Among the entries below, count the lines holding the string "road". Respond with the number alone.

══ Provided information ══

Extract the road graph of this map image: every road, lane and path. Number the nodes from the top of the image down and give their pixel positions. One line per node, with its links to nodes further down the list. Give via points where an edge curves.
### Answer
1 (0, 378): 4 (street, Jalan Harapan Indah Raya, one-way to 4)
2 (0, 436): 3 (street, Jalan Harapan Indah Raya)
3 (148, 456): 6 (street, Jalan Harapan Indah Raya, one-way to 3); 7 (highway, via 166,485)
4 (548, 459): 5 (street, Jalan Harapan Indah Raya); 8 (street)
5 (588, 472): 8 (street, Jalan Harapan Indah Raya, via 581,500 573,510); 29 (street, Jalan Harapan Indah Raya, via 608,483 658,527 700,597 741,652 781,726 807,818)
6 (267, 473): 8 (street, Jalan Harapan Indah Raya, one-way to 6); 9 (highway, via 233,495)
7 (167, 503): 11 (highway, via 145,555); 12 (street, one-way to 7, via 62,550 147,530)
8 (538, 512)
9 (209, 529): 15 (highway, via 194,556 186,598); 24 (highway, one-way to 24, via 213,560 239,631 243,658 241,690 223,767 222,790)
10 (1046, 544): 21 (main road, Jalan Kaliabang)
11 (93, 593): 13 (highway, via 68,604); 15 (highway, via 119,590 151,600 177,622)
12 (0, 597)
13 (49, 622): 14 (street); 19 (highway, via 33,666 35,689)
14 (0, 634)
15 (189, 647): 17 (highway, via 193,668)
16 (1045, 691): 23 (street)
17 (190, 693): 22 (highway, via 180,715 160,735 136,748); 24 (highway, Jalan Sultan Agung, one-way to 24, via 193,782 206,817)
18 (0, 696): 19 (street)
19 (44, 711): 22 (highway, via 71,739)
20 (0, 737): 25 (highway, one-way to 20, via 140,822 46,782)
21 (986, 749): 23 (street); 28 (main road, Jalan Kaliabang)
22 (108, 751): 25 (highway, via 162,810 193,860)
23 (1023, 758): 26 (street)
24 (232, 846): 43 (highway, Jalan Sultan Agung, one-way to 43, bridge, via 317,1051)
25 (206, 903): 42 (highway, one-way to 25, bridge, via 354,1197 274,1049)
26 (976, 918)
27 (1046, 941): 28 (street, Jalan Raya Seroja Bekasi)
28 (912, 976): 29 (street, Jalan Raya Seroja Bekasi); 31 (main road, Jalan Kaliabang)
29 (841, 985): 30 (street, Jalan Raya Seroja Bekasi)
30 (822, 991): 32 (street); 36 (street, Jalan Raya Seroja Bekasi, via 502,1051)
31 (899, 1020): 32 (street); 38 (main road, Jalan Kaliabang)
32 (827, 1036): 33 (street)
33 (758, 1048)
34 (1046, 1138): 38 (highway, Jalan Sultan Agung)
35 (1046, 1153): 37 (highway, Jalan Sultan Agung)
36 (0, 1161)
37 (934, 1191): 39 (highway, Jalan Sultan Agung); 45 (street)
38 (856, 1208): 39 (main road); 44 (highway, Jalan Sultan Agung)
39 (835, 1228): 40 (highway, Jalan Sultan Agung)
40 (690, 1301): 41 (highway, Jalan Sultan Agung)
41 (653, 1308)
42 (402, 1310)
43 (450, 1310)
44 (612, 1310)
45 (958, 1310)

═══

_Completed task_
6